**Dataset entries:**
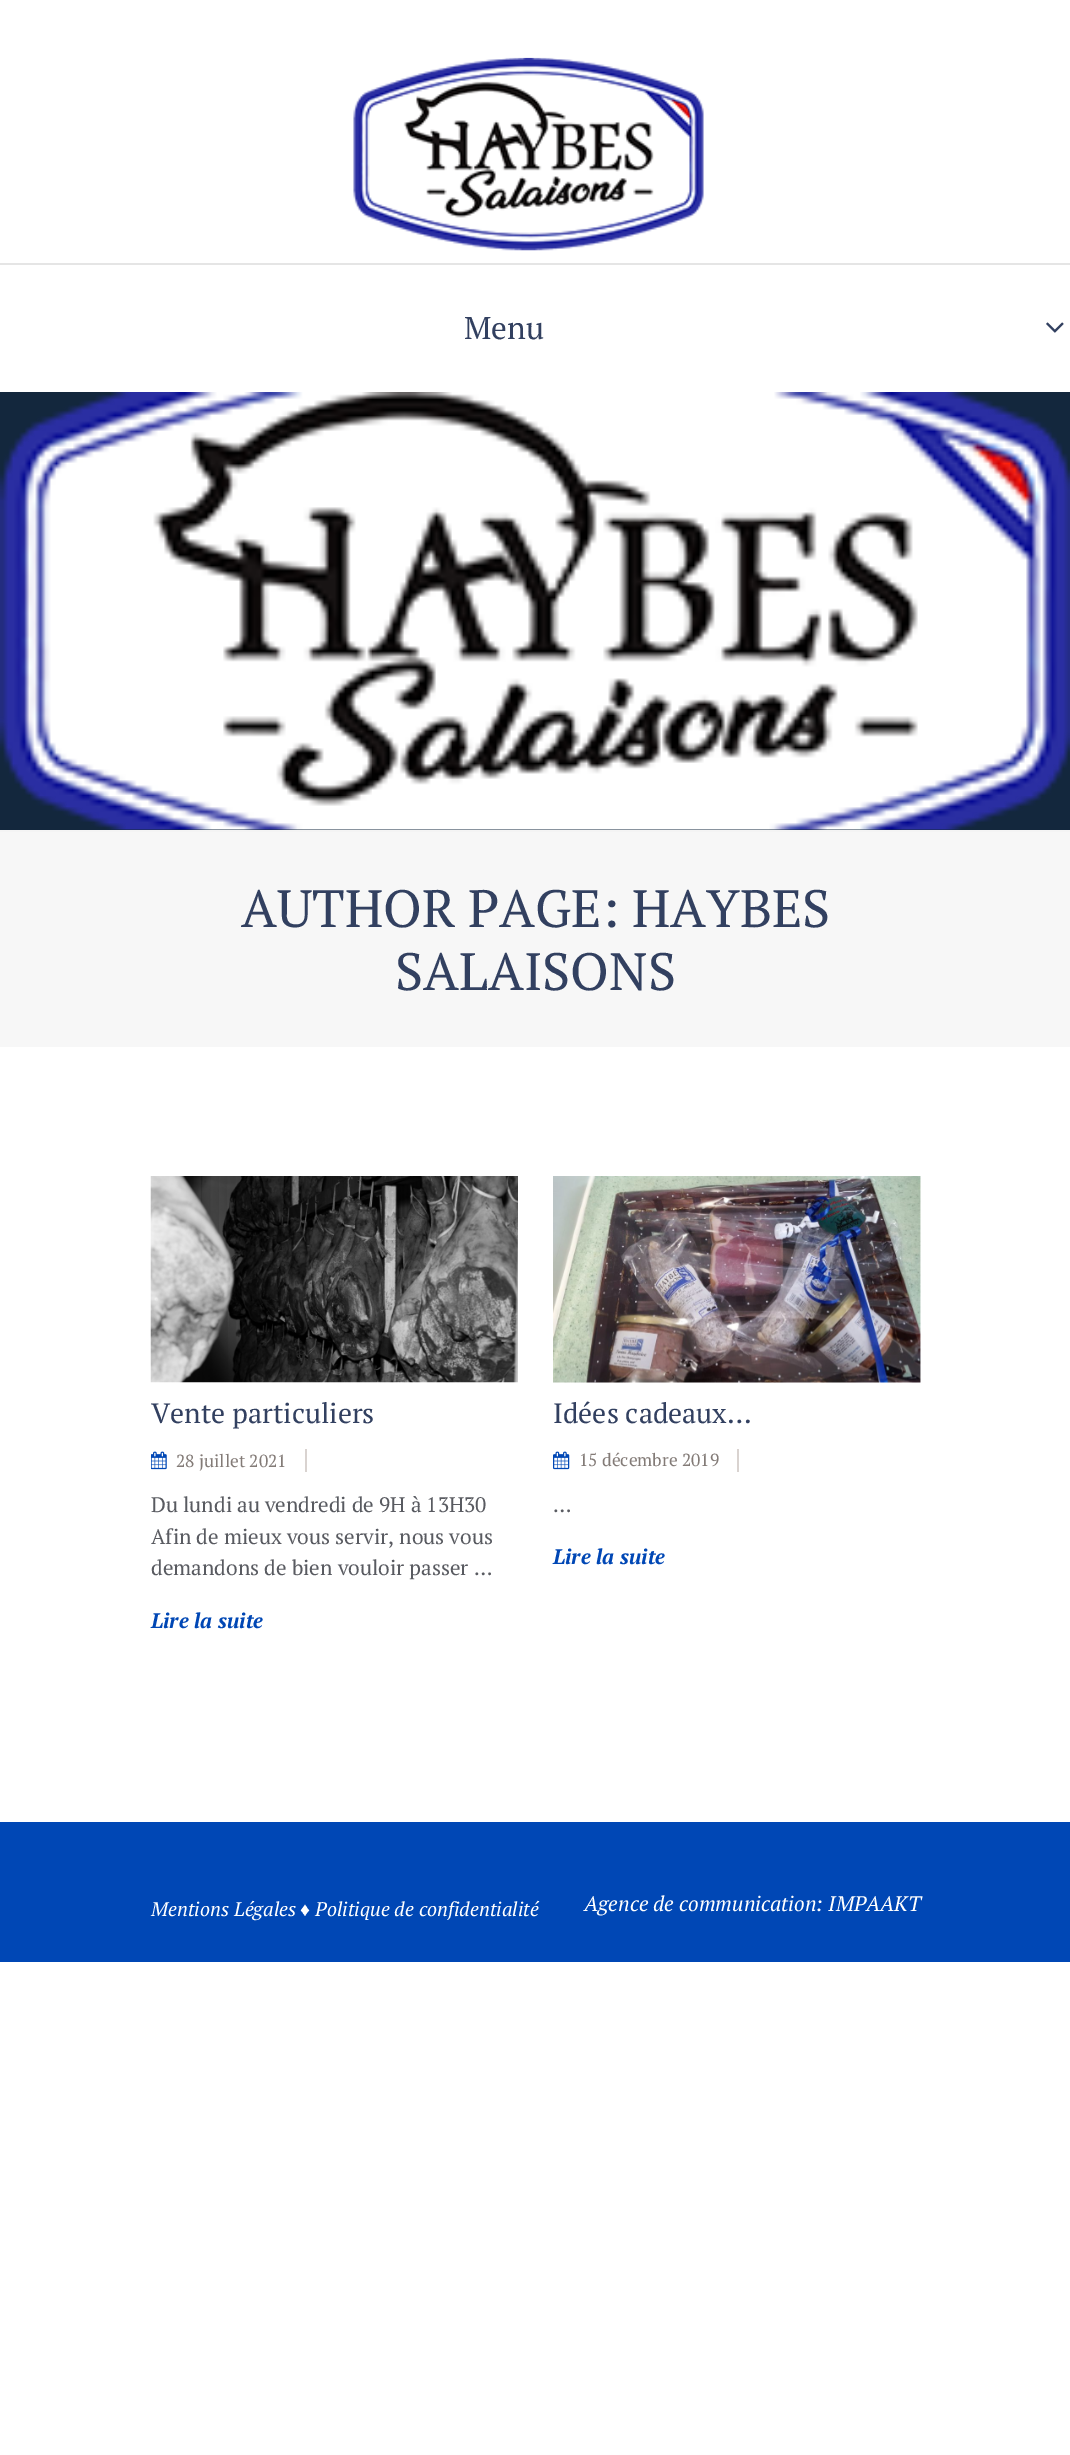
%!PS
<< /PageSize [1070 2455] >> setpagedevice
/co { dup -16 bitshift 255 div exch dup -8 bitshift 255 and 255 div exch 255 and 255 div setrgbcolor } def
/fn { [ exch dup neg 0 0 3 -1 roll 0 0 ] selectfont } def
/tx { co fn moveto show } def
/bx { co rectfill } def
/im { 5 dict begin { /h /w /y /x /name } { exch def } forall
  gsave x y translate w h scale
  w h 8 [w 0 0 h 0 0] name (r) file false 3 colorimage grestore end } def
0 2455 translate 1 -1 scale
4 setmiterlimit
0 0 1070 2455 16#FFFFFF bx
(media/1.raw) 353 57 351 194 im
0 263 1070 2 16#E5E5E5 bx
(media/2.raw) 1046 322 18 11 im
0 392 1070 438 16#13273D bx
(media/3.raw) 0 392 1070 438 im
0 832 1070 215 16#F7F7F7 bx
0 830 1070 2 16#F4F4F4 bx
(media/4.raw) 150 1176 368 207 im
(media/5.raw) 151 1451 16 19 im
305 1449 2 23 16#D9D3D0 bx
(media/6.raw) 553 1176 368 207 im
(media/7.raw) 553 1451 17 19 im
737 1449 2 23 16#D9D3D0 bx
0 1822 1070 140 16#0047B5 bx
(Menu) 464 339 /PTSerif-Regular 31.5 16#324060 tx
(AUTHOR PAGE: HAYBES) 241 927 /PTSerif-Regular 52.5 16#324060 tx
(SALAISONS) 395 990 /PTSerif-Regular 52.5 16#324060 tx
(Vente particuliers) 151 1423 /PTSerif-Regular 28 16#324060 tx
(28 juillet 2021) 176 1467 /PTSerif-Regular 17.5 16#837B77 tx
(Du lundi au vendredi de 9H à 13H30) 151 1512 /PTSerif-Regular 21 16#595B61 tx
(Afin de mieux vous servir, nous vous) 151 1544 /PTSerif-Regular 21 16#595B61 tx
(demandons de bien vouloir passer …) 151 1575 /PTSerif-Regular 21 16#595B61 tx
(Lire la suite) 151 1628 /PTSerif-BoldItalic 21 16#0047B5 tx
(Idées cadeaux…) 553 1423 /PTSerif-Regular 28 16#324060 tx
(15 décembre 2019) 579 1466 /PTSerif-Regular 17.5 16#837B77 tx
(…) 553 1512 /PTSerif-Regular 21 16#595B61 tx
(Lire la suite) 553 1564 /PTSerif-BoldItalic 21 16#0047B5 tx
(Mentions Légales) 151 1916 /PTSerif-Italic 19.75 16#FFFFFF tx
(♦) 300 1916 /LiberationSerif-Italic 19.75 16#FFFFFF tx
(Politique de confidentialité) 315 1916 /PTSerif-Italic 19.75 16#FFFFFF tx
(Agence de communication: IMPAAKT) 584 1911 /PTSerif-Italic 21 16#FFFFFF tx
showpage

**The task:**
Look above for the line holding "co fn moveto", then set down exactly that line and every line after it up to and including the line holding "0 2455 translate 1 -1 scale", with nothing else.

**Reply to the exercise:**
/tx { co fn moveto show } def
/bx { co rectfill } def
/im { 5 dict begin { /h /w /y /x /name } { exch def } forall
  gsave x y translate w h scale
  w h 8 [w 0 0 h 0 0] name (r) file false 3 colorimage grestore end } def
0 2455 translate 1 -1 scale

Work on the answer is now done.